Create engaging social media posts tailored to specific platforms like LinkedIn.

Iris LinkedIn Post Creation Demo

▶️ Click to watch demo video

Information Extraction & Analysis

Extract structured data from visual content like graphs and convert it into organized tables.

Iris Information Extraction Demo

▶️ Click to watch demo video

These are just a few examples of how Iris can assist with your browsing tasks. The extension is designed to be versatile and can help with a wide range of web-based activities.

⚠️ Known Limitations

  • Click Handlers: Browser interactions like clicking elements may be inconsistent. As a workaround, you can use keyboard shortcuts for more reliable navigation.

  • Browser Compatibility: Currently optimized for Chrome and Chromium-based browsers.

  • Extension Sandbox Limitations:

    • Limited access to certain browser APIs due to Chrome's extension sandbox security model
    • Cannot access privileged browser pages (chrome:// URLs)
    • Cross-origin restrictions limit interactions with iframes from different domains
    • Content scripts have restricted access to the webpage's JavaScript environment
    • Local file access is restricted for security reasons
    • API rate limits may affect performance with rapid or complex interactions

✨ Features

  • AI-powered browser assistance via sidepanel
  • Webpage interaction capabilities
  • Screenshot and visual analysis
  • Navigation controls for browsing assistance
  • Contextual understanding of web content

🚀 Quick Start

To get started with the Iris Chrome Extension, you can bring your own API keys for AI model access or use OpenRouter to access a variety of models. This extension has been tested with Google Gemma 27B and Nova ACT, both of which perform exceptionally well with the extension's features. This flexibility allows you to tailor the extension's capabilities to your specific needs.
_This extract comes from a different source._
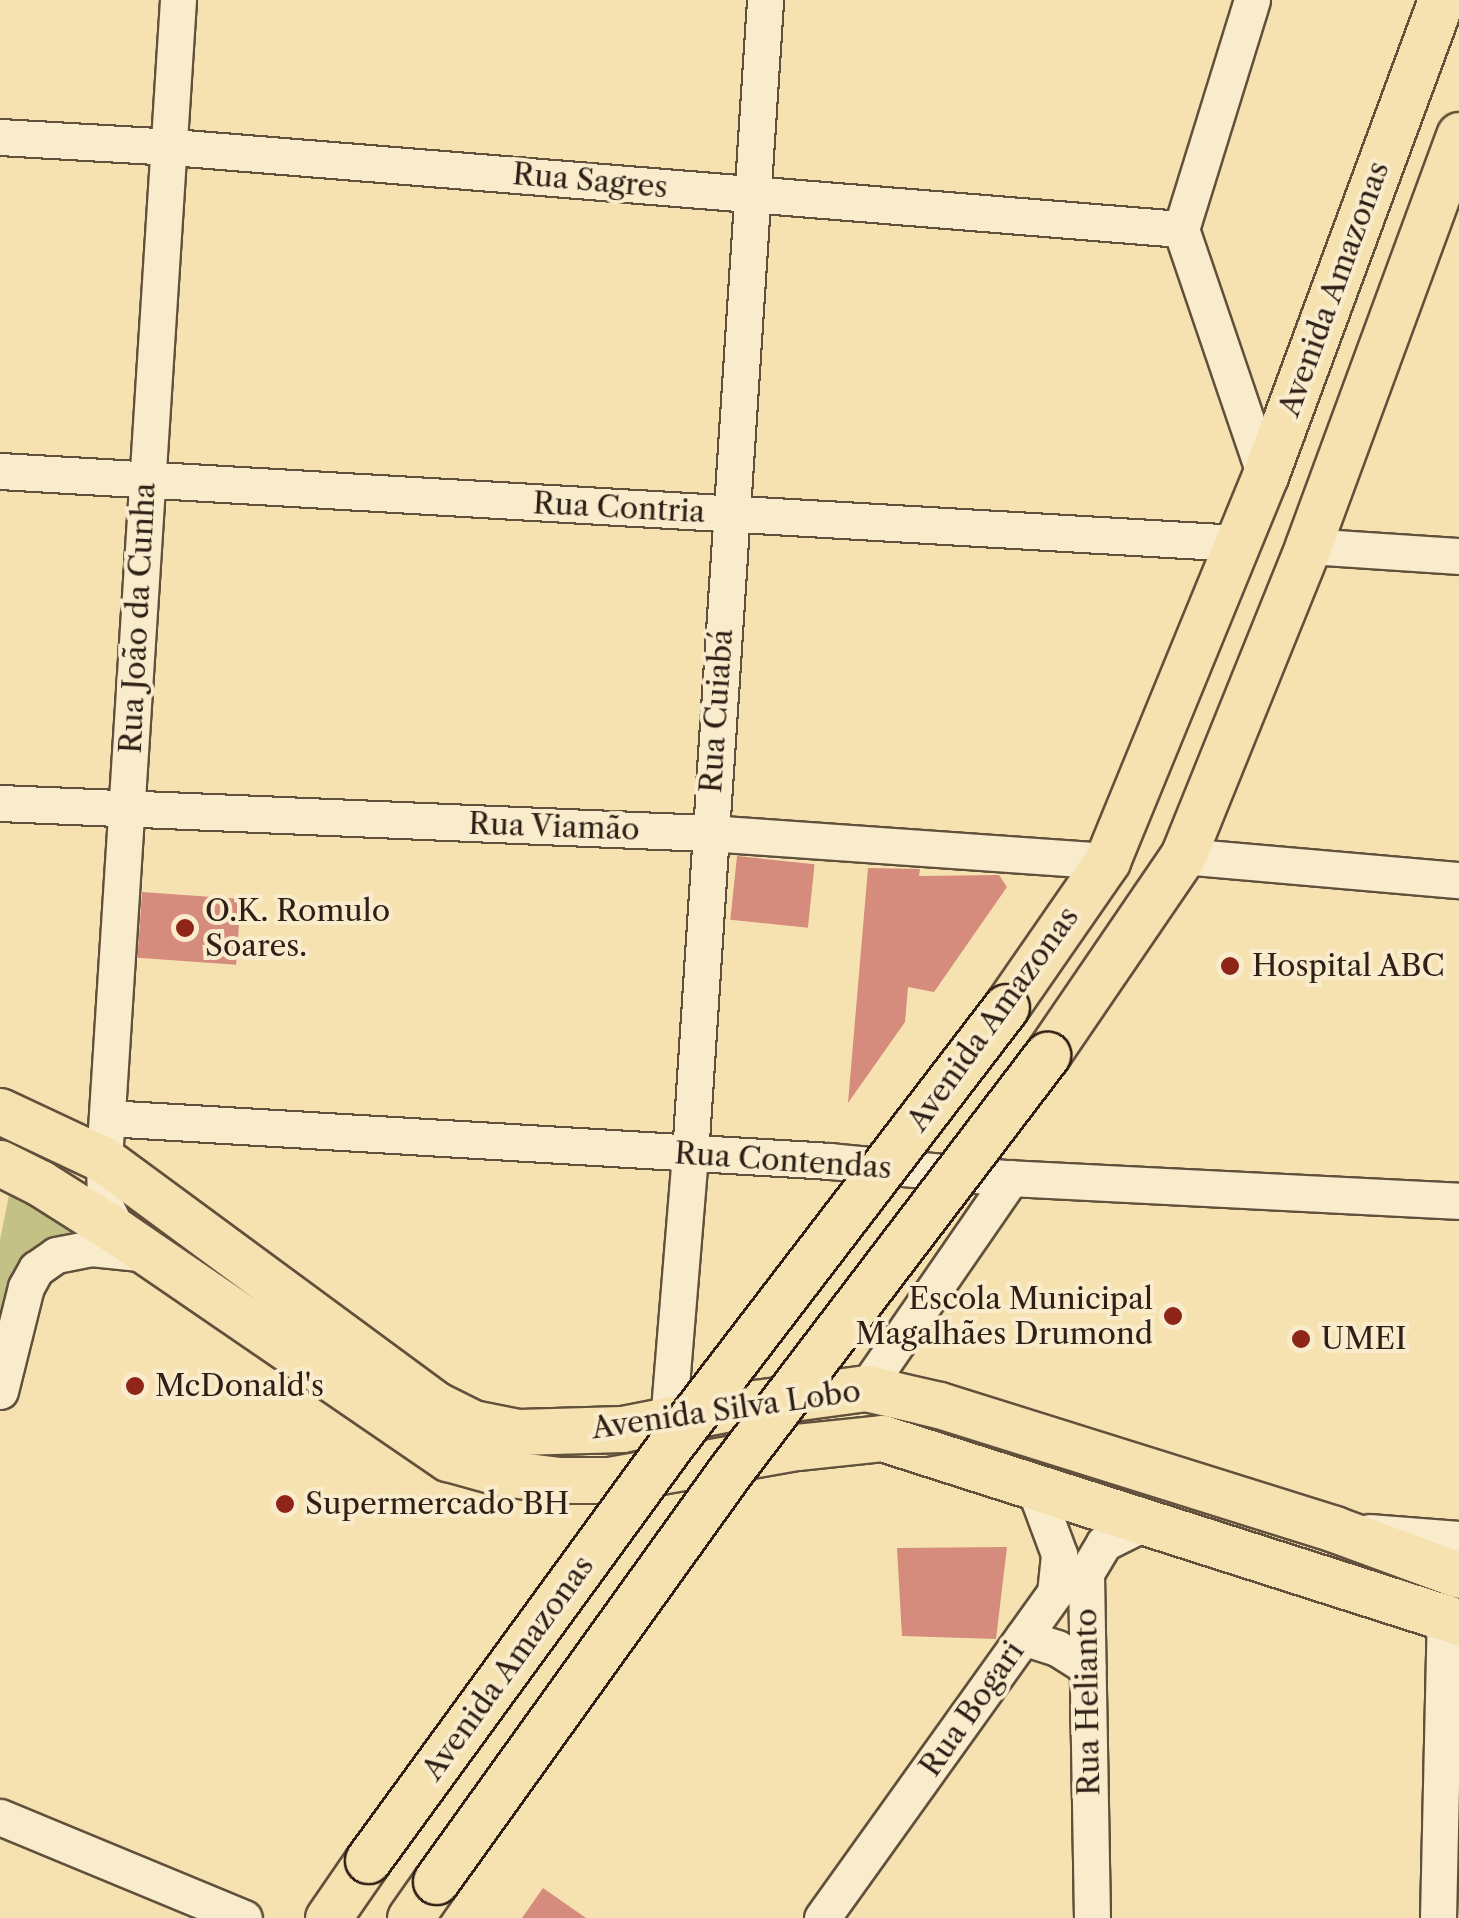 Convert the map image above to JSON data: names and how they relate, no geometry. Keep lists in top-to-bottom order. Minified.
{"streets":{"main road":["Avenida Amazonas","Avenida Silva Lobo"],"street":["Rua Sagres","Rua Contria","Rua João da Cunha","Rua Cuiabá","Rua Viamão","Rua Contendas","Rua Helianto","Rua Bogari"]},"crossings":[["Rua Sagres","Rua João da Cunha"],["Rua Sagres","Rua Cuiabá"],["Avenida Amazonas","Rua Contria"],["Avenida Amazonas","Rua Viamão"],["Rua Contria","Rua João da Cunha"],["Rua Contria","Rua Cuiabá"],["Rua João da Cunha","Rua Viamão"],["Rua João da Cunha","Rua Contendas"],["Rua João da Cunha","Avenida Silva Lobo"],["Rua Cuiabá","Rua Viamão"],["Rua Cuiabá","Rua Contendas"],["Rua Cuiabá","Avenida Silva Lobo"],["Rua Contendas","Avenida Silva Lobo"],["Avenida Silva Lobo","Rua Helianto"],["Avenida Silva Lobo","Rua Bogari"]],"places":["O.K. Romulo Soares.","Hospital ABC","Escola Municipal Magalhães Drumond","UMEI","McDonald's","Supermercado BH"]}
Additionally, the extension requires access to a coordinate mapping server that generates the layout of elements on the screen. We provide our own servers for this purpose, which are the same servers we use for our computer use agents. You can obtain your API keys and access our servers at https://api.tryiris.dev.

All configuration options, including API key management and model selection, can be accessed through the extension's settings tab. Simply click on the extension icon and navigate to the settings to customize your experience.

🛠️ Installation

Developer Mode

  1. Clone this repository:

    git clone https://github.com/pokemonlabs/iris_chrome_extension.git
    cd iris_chrome_extension
    
  2. Install dependencies:

    bun install
    
  3. Build the extension:

    bun run build
    
  4. Load the extension in Chrome:

    • Open Chrome and go to chrome://extensions/
    • Enable "Developer mode" in the top-right corner
    • Click "Load unpacked" and select the dist folder in the project directory

🔧 Development

Scripts

  • Build: bun run build
  • Watch for changes: bun run watch
  • Build icons: bun run build:icons
  • Build manifest: bun run build:manifest

Project Structure

  • src/ - TypeScript source files
    • background.ts - Service worker background script
    • content-script.ts - Content script for webpage interaction
    • sidepanel.ts - Sidepanel UI logic
    • manifest.ts - Extension manifest configuration
  • public/ - Static assets
  • dist/ - Build output directory

⌨️ Keyboard Shortcuts

For more reliable navigation when click handlers aren't working:

  • Tab: Move focus to the next clickable element
  • Enter: Click the focused element
  • Escape: Cancel current operation

🔍 Our Focus

This extension serves as a proof-of-concept that advanced AI capabilities can be delivered directly through a browser extension, providing a seamless user experience without requiring external tools. By integrating AI directly into Chrome, we're demonstrating the potential for browser-native AI assistants that can understand and interact with web content in sophisticated ways.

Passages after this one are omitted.